[Exercise inputs]
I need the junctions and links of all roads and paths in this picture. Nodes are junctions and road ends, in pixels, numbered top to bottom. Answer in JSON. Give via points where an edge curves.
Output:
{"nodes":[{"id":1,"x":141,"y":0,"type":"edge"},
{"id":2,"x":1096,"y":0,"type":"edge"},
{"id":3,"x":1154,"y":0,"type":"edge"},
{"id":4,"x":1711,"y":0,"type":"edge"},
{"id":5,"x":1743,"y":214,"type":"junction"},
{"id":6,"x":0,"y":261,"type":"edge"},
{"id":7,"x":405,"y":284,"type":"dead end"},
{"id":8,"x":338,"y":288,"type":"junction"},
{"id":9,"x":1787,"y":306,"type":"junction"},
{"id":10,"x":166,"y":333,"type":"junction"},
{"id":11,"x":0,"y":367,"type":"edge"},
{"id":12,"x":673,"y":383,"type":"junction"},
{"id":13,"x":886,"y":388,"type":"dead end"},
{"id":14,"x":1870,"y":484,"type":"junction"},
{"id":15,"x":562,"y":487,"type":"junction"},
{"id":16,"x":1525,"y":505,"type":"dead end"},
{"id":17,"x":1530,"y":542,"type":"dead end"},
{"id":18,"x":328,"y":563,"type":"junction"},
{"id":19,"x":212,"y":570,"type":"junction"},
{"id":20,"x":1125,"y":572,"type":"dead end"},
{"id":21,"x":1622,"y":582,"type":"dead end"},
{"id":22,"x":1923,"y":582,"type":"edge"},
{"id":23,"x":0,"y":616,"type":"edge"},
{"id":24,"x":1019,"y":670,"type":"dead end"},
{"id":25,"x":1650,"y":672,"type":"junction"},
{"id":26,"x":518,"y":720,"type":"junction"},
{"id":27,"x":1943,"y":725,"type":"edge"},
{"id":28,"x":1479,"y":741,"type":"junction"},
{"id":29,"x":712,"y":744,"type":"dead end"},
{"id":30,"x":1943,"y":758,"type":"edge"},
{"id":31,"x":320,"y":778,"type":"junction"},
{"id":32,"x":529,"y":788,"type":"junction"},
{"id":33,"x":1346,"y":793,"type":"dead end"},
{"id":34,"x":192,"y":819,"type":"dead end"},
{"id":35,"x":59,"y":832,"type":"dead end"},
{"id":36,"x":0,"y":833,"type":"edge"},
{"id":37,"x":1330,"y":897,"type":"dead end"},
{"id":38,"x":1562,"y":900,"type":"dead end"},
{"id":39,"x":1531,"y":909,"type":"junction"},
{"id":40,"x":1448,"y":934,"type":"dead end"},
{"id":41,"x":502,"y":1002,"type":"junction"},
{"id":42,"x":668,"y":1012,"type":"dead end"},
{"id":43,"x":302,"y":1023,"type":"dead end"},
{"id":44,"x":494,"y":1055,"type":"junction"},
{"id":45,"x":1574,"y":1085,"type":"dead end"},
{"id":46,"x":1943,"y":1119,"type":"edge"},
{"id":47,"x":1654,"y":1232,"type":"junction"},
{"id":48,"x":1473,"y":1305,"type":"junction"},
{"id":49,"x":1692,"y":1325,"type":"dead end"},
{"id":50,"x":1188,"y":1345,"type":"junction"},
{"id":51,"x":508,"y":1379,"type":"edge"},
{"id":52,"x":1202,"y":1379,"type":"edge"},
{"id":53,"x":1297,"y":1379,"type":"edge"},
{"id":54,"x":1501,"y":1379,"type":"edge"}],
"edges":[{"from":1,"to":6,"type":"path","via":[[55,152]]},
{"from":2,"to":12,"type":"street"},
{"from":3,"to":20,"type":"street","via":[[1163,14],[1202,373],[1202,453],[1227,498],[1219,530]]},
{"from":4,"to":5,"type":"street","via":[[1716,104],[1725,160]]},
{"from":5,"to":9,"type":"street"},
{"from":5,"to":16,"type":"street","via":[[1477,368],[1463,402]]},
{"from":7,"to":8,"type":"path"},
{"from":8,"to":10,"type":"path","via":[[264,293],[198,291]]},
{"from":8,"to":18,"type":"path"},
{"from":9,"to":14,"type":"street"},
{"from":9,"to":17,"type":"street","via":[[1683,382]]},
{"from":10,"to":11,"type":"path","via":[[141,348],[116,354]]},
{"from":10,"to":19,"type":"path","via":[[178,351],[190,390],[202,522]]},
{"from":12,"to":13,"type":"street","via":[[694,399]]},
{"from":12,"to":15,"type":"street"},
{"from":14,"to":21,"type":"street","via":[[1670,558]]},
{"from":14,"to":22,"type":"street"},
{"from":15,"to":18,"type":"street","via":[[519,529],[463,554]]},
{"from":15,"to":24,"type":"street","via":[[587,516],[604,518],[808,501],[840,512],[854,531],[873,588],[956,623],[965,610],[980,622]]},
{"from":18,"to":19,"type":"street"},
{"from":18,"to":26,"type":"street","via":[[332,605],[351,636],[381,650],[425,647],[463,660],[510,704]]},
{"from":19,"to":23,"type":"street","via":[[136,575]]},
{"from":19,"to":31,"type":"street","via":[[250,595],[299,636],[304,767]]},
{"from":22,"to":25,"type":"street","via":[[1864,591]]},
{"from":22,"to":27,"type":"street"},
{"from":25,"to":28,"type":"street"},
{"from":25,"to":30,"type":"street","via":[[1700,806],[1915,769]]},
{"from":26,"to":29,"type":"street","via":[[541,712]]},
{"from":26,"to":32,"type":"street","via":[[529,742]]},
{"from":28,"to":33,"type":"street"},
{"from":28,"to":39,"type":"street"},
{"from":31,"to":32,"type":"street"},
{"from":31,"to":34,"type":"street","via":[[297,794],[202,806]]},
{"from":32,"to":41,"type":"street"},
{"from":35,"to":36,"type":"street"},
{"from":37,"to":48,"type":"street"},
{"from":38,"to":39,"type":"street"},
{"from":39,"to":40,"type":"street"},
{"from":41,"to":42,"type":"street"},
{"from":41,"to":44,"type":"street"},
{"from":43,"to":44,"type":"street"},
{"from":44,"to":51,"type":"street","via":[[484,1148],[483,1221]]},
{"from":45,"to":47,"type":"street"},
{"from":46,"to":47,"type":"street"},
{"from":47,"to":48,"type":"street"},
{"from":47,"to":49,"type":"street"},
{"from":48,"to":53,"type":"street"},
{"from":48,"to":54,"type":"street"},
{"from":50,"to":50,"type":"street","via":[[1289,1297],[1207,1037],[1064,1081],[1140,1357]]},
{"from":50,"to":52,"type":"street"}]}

[What to produce] Nothing in the entries above should differ when you return them in full.

[Response to the task]
I need the junctions and links of all roads and paths in this picture. Nodes are junctions and road ends, in pixels, numbered top to bottom. Answer in JSON. Give via points where an edge curves.
Output:
{"nodes":[{"id":1,"x":141,"y":0,"type":"edge"},
{"id":2,"x":1096,"y":0,"type":"edge"},
{"id":3,"x":1154,"y":0,"type":"edge"},
{"id":4,"x":1711,"y":0,"type":"edge"},
{"id":5,"x":1743,"y":214,"type":"junction"},
{"id":6,"x":0,"y":261,"type":"edge"},
{"id":7,"x":405,"y":284,"type":"dead end"},
{"id":8,"x":338,"y":288,"type":"junction"},
{"id":9,"x":1787,"y":306,"type":"junction"},
{"id":10,"x":166,"y":333,"type":"junction"},
{"id":11,"x":0,"y":367,"type":"edge"},
{"id":12,"x":673,"y":383,"type":"junction"},
{"id":13,"x":886,"y":388,"type":"dead end"},
{"id":14,"x":1870,"y":484,"type":"junction"},
{"id":15,"x":562,"y":487,"type":"junction"},
{"id":16,"x":1525,"y":505,"type":"dead end"},
{"id":17,"x":1530,"y":542,"type":"dead end"},
{"id":18,"x":328,"y":563,"type":"junction"},
{"id":19,"x":212,"y":570,"type":"junction"},
{"id":20,"x":1125,"y":572,"type":"dead end"},
{"id":21,"x":1622,"y":582,"type":"dead end"},
{"id":22,"x":1923,"y":582,"type":"edge"},
{"id":23,"x":0,"y":616,"type":"edge"},
{"id":24,"x":1019,"y":670,"type":"dead end"},
{"id":25,"x":1650,"y":672,"type":"junction"},
{"id":26,"x":518,"y":720,"type":"junction"},
{"id":27,"x":1943,"y":725,"type":"edge"},
{"id":28,"x":1479,"y":741,"type":"junction"},
{"id":29,"x":712,"y":744,"type":"dead end"},
{"id":30,"x":1943,"y":758,"type":"edge"},
{"id":31,"x":320,"y":778,"type":"junction"},
{"id":32,"x":529,"y":788,"type":"junction"},
{"id":33,"x":1346,"y":793,"type":"dead end"},
{"id":34,"x":192,"y":819,"type":"dead end"},
{"id":35,"x":59,"y":832,"type":"dead end"},
{"id":36,"x":0,"y":833,"type":"edge"},
{"id":37,"x":1330,"y":897,"type":"dead end"},
{"id":38,"x":1562,"y":900,"type":"dead end"},
{"id":39,"x":1531,"y":909,"type":"junction"},
{"id":40,"x":1448,"y":934,"type":"dead end"},
{"id":41,"x":502,"y":1002,"type":"junction"},
{"id":42,"x":668,"y":1012,"type":"dead end"},
{"id":43,"x":302,"y":1023,"type":"dead end"},
{"id":44,"x":494,"y":1055,"type":"junction"},
{"id":45,"x":1574,"y":1085,"type":"dead end"},
{"id":46,"x":1943,"y":1119,"type":"edge"},
{"id":47,"x":1654,"y":1232,"type":"junction"},
{"id":48,"x":1473,"y":1305,"type":"junction"},
{"id":49,"x":1692,"y":1325,"type":"dead end"},
{"id":50,"x":1188,"y":1345,"type":"junction"},
{"id":51,"x":508,"y":1379,"type":"edge"},
{"id":52,"x":1202,"y":1379,"type":"edge"},
{"id":53,"x":1297,"y":1379,"type":"edge"},
{"id":54,"x":1501,"y":1379,"type":"edge"}],
"edges":[{"from":1,"to":6,"type":"path","via":[[55,152]]},
{"from":2,"to":12,"type":"street"},
{"from":3,"to":20,"type":"street","via":[[1163,14],[1202,373],[1202,453],[1227,498],[1219,530]]},
{"from":4,"to":5,"type":"street","via":[[1716,104],[1725,160]]},
{"from":5,"to":9,"type":"street"},
{"from":5,"to":16,"type":"street","via":[[1477,368],[1463,402]]},
{"from":7,"to":8,"type":"path"},
{"from":8,"to":10,"type":"path","via":[[264,293],[198,291]]},
{"from":8,"to":18,"type":"path"},
{"from":9,"to":14,"type":"street"},
{"from":9,"to":17,"type":"street","via":[[1683,382]]},
{"from":10,"to":11,"type":"path","via":[[141,348],[116,354]]},
{"from":10,"to":19,"type":"path","via":[[178,351],[190,390],[202,522]]},
{"from":12,"to":13,"type":"street","via":[[694,399]]},
{"from":12,"to":15,"type":"street"},
{"from":14,"to":21,"type":"street","via":[[1670,558]]},
{"from":14,"to":22,"type":"street"},
{"from":15,"to":18,"type":"street","via":[[519,529],[463,554]]},
{"from":15,"to":24,"type":"street","via":[[587,516],[604,518],[808,501],[840,512],[854,531],[873,588],[956,623],[965,610],[980,622]]},
{"from":18,"to":19,"type":"street"},
{"from":18,"to":26,"type":"street","via":[[332,605],[351,636],[381,650],[425,647],[463,660],[510,704]]},
{"from":19,"to":23,"type":"street","via":[[136,575]]},
{"from":19,"to":31,"type":"street","via":[[250,595],[299,636],[304,767]]},
{"from":22,"to":25,"type":"street","via":[[1864,591]]},
{"from":22,"to":27,"type":"street"},
{"from":25,"to":28,"type":"street"},
{"from":25,"to":30,"type":"street","via":[[1700,806],[1915,769]]},
{"from":26,"to":29,"type":"street","via":[[541,712]]},
{"from":26,"to":32,"type":"street","via":[[529,742]]},
{"from":28,"to":33,"type":"street"},
{"from":28,"to":39,"type":"street"},
{"from":31,"to":32,"type":"street"},
{"from":31,"to":34,"type":"street","via":[[297,794],[202,806]]},
{"from":32,"to":41,"type":"street"},
{"from":35,"to":36,"type":"street"},
{"from":37,"to":48,"type":"street"},
{"from":38,"to":39,"type":"street"},
{"from":39,"to":40,"type":"street"},
{"from":41,"to":42,"type":"street"},
{"from":41,"to":44,"type":"street"},
{"from":43,"to":44,"type":"street"},
{"from":44,"to":51,"type":"street","via":[[484,1148],[483,1221]]},
{"from":45,"to":47,"type":"street"},
{"from":46,"to":47,"type":"street"},
{"from":47,"to":48,"type":"street"},
{"from":47,"to":49,"type":"street"},
{"from":48,"to":53,"type":"street"},
{"from":48,"to":54,"type":"street"},
{"from":50,"to":50,"type":"street","via":[[1289,1297],[1207,1037],[1064,1081],[1140,1357]]},
{"from":50,"to":52,"type":"street"}]}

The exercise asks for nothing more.